Statistical Inference II & Comparing two means

Question 1

The time between the date a patient was recommended for heart surgery and the surgery date for cardiac patients in Ontario was collected by the Cardiac Care Network (“Wait Times Data Guide,” Ministry of Health and Long-Term Care, Ontario, Canada, 2006). The sample mean and sample standard deviation for wait times (in days) of patients for two cardiac procedures are given in the accompanying table. Assume that the sample is representative of the Ontario population

library(distill)
library(dplyr)
library(tidyverse)
Problem1<- read.csv('homework1_prob1.csv',TRUE,',',na.strings = "N/A")
Problem1

  ï..Surgical.Procedure Sample.Size Mean.Wait.Time Standard.Deviation
1                Bypass         539             19                 10
2           Angiography         847             18                  9

Construct the 90% confidence interval to estimate the actual mean wait time for each of the two procedures. Is the confidence interval narrower for angiography or bypass surgery?

For Bypass group:

#Our values are: 
Bypass.mean<- 19
Bypass.sd<-10
Bypass.n<-539
Bypass.se <- Bypass.sd/sqrt(Bypass.n) #This is standard error of the mean

#Find the t.score for CI 90%
alpha = 0.1
degrees.freedom = Bypass.n - 1
Bypass.t.score = qt(p=alpha/2, df=degrees.freedom,lower.tail=F)
print(Bypass.t.score)

[1] 1.647691

#Calculate margin of error
Bypass.margin.error <- Bypass.t.score * Bypass.se
print(Bypass.margin.error)

[1] 0.7097107

#Calculate the 90% confidence interval for Bypass
  lower.bound <- Bypass.mean - Bypass.margin.error
  upper.bound <- Bypass.mean + Bypass.margin.error
  print(c(lower.bound,upper.bound))

[1] 18.29029 19.70971

For Angiography group:

#Our values are: 
Angio.mean<- 18
Angio.sd<-9
Angio.n<-847
Angio.se <- Angio.sd/sqrt(Angio.n) #This is standard error of the mean

#Find the t.score for CI 90%
alpha = 0.1
degrees.freedomA = Angio.n - 1
Angio.t.score = qt(p=alpha/2, df=degrees.freedomA,lower.tail=F)
print(Angio.t.score)

[1] 1.646657

#Calculate margin of error
Angio.margin.error <- Angio.t.score * Angio.se
print(Angio.margin.error)

[1] 0.5092182

#Calculate the 90% confidence interval for Angiography
  lower.boundA <- Angio.mean - Angio.margin.error
  upper.boundA <- Angio.mean + Angio.margin.error
  print(c(lower.boundA,upper.boundA))

[1] 17.49078 18.50922

Answer for Question #1-Is the confidence interval narrower for angiography or bypass surgery?:

Angiography patients, at 90% confidence interval, had between (17.49078 and 18.50922) wait time in days which is NARROWER compared to the bypass patients wait time which is between (18.29029 and 19.70971)

Question 2

A survey of 1031 adult Americans was carried out by the National Center for Public Policy. Assume that the sample is representative of adult Americans. Among those surveyed, 567 believed that college education is essential for success. Find the point estimate, p, of the proportion of all adult Americans who believe that a college education is essential for success. Construct and interpret a 95% confidence interval for p.

#Point Estimate, p
n<-1031
k<-567
p<-k/n
p

[1] 0.5499515

Interpretation of point estimate p:

The sample proportion of adult Americans who believed that college education is essential for success is 0.5499515 or 55%. This represents our point estimate for the population (adult Americans) proportion.

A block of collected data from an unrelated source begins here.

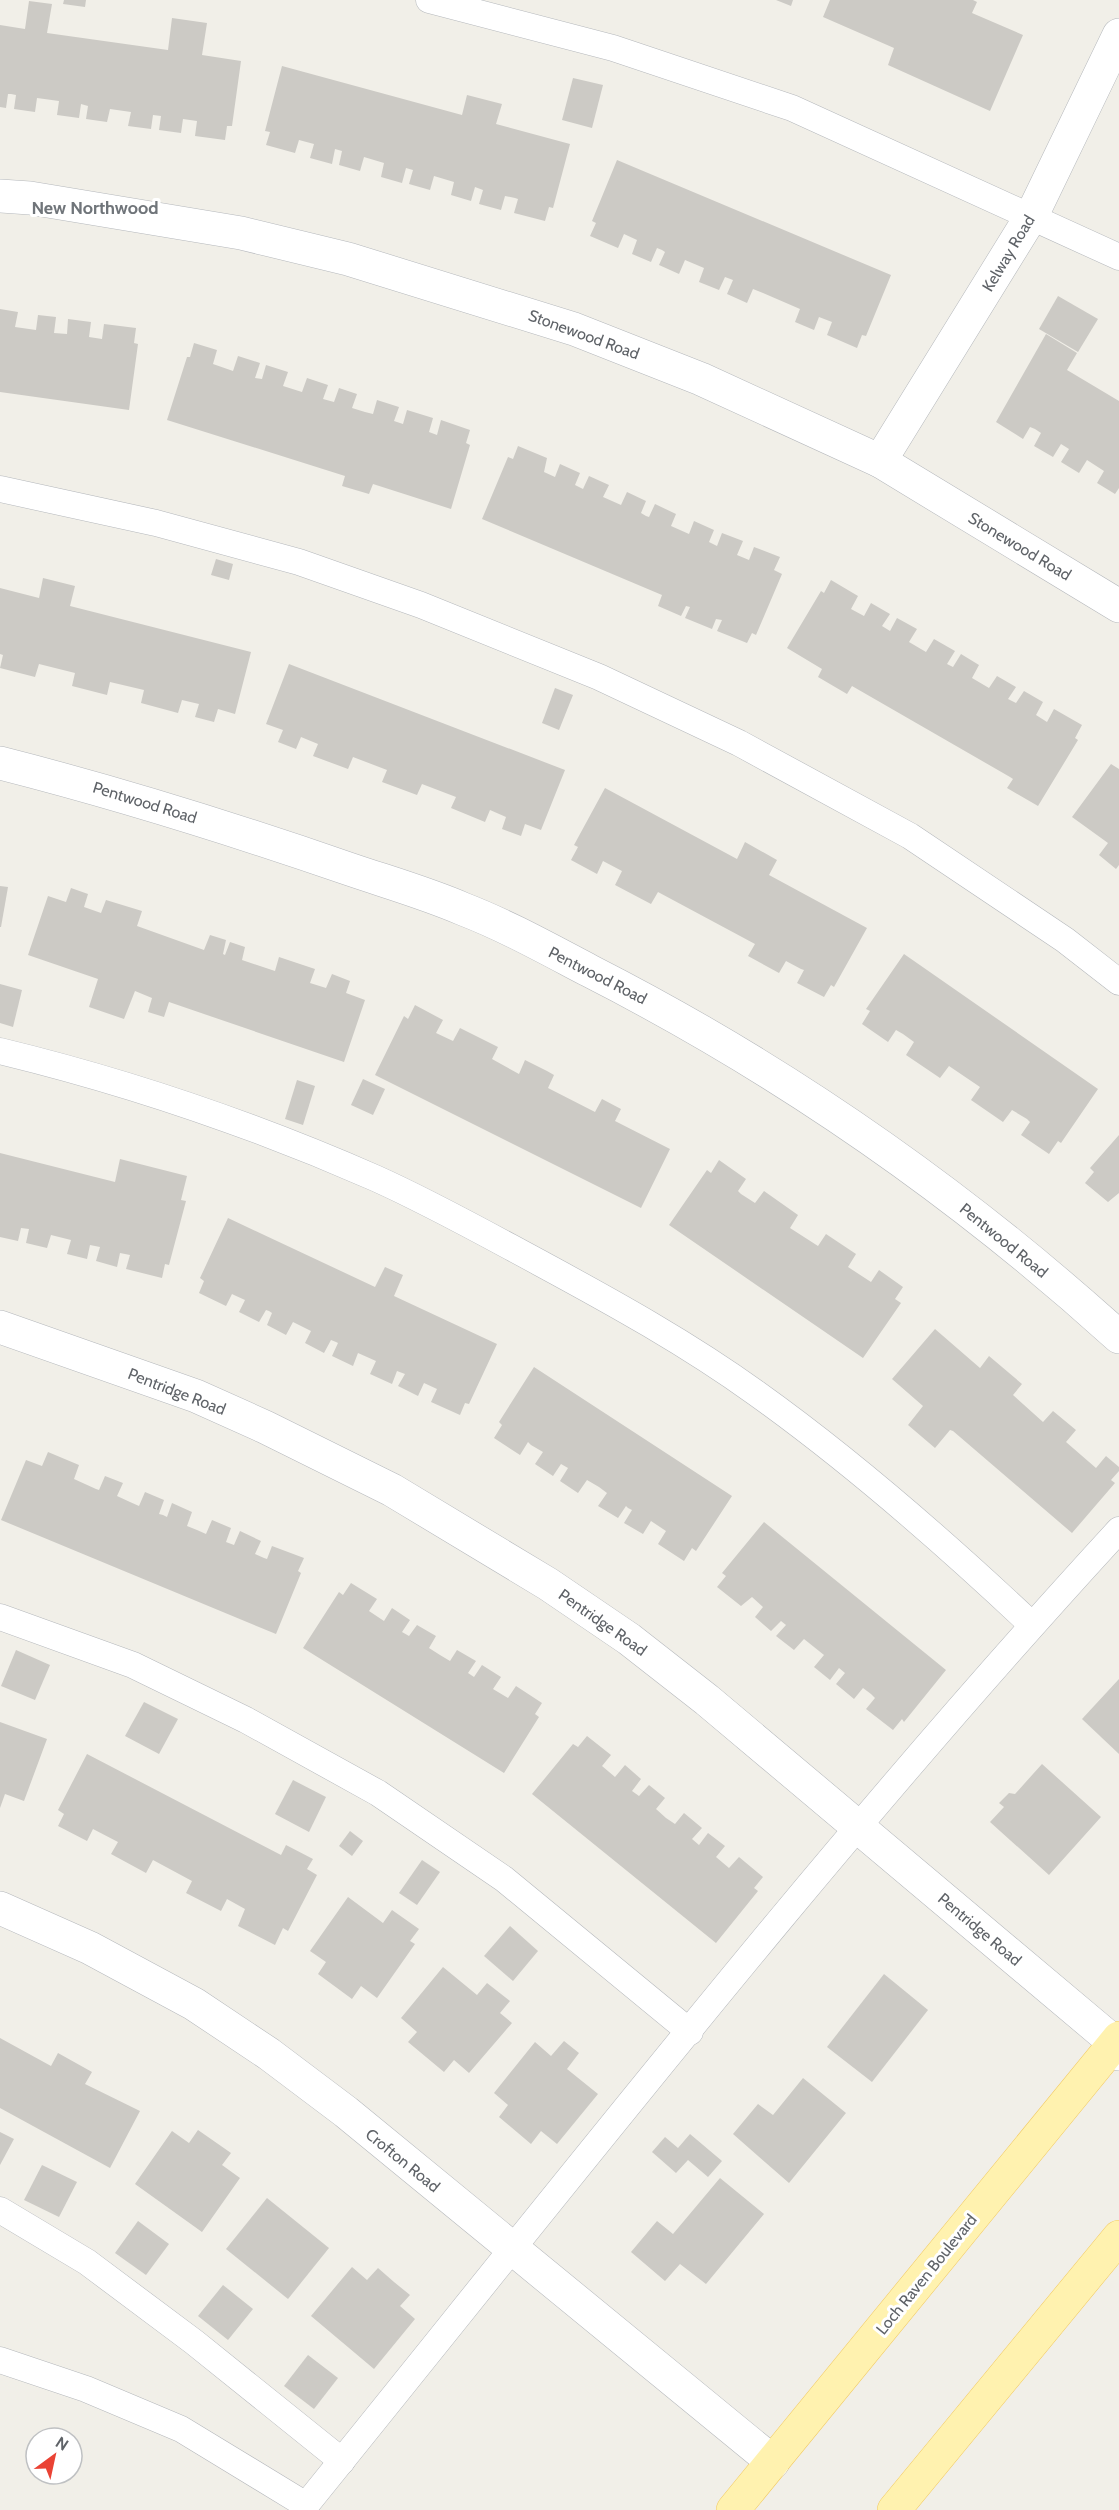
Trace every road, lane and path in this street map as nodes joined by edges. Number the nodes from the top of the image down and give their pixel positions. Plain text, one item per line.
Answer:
1 (429, 0) edge
2 (1119, 35) edge
3 (0, 196) edge
4 (1032, 215) junction
5 (1119, 257) edge
6 (880, 461) junction
7 (0, 489) edge
8 (1119, 606) edge
9 (0, 763) edge
10 (1119, 982) edge
11 (0, 1051) edge
12 (0, 1327) edge
13 (1119, 1337) edge
14 (1119, 1530) edge
15 (0, 1617) edge
16 (1032, 1624) junction
17 (858, 1825) junction
18 (0, 1908) edge
19 (690, 2032) junction
20 (1118, 2045) edge
21 (0, 2210) edge
22 (1119, 2237) edge
23 (513, 2249) junction
24 (0, 2360) edge
25 (342, 2461) junction
26 (773, 2462) junction
27 (304, 2507) edge
28 (734, 2510) edge
29 (894, 2510) edge

1 - 4 lane
2 - 4 street, Kelway Road
3 - 6 street, Stonewood Road
4 - 5 lane
4 - 6 street, Kelway Road
6 - 8 street, Stonewood Road
7 - 10 lane
9 - 13 street, Pentwood Road
11 - 16 lane
12 - 17 street, Pentridge Road
14 - 16 lane
15 - 19 lane
16 - 17 lane
17 - 19 lane
17 - 20 street, Pentridge Road
18 - 23 street, Crofton Road
19 - 23 lane
20 - 26 main road, Loch Raven Boulevard
21 - 25 lane
22 - 29 main road
23 - 25 lane
23 - 26 street, Crofton Road
24 - 27 lane
25 - 27 lane
26 - 28 main road, Loch Raven Boulevard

#Construct 95% confidence interval for p

S.margin <- qnorm(0.975)*sqrt(p*(1-p)/n)  #calculate margin of error
  S.lower.bound <- p-S.margin
  S.upper.bound <- p+S.margin
  print(c(S.lower.bound,S.upper.bound))

[1] 0.5195839 0.5803191

Interpretation of 95% confidence interval for p:

The 95% confidence interval for the population (adult Americans) proportion is [0.5195839 0.5803191]. This means between 51.9% to 58% of adult Americans believed that college education is essential for success.

Question 3

Suppose that the financial aid office of UMass Amherst seeks to estimate the mean cost of textbooks per quarter for students. The estimate will be useful if it is within $5 of the true population mean (i.e. they want the confidence interval to have a length of $10 or less). The financial aid office is pretty sure that the amount spent on books varies widely, with most values between $30 and $200. They think that the population standard deviation is about a quarter of this range. Assuming the significance level to be 5%, what should be the size of the sample?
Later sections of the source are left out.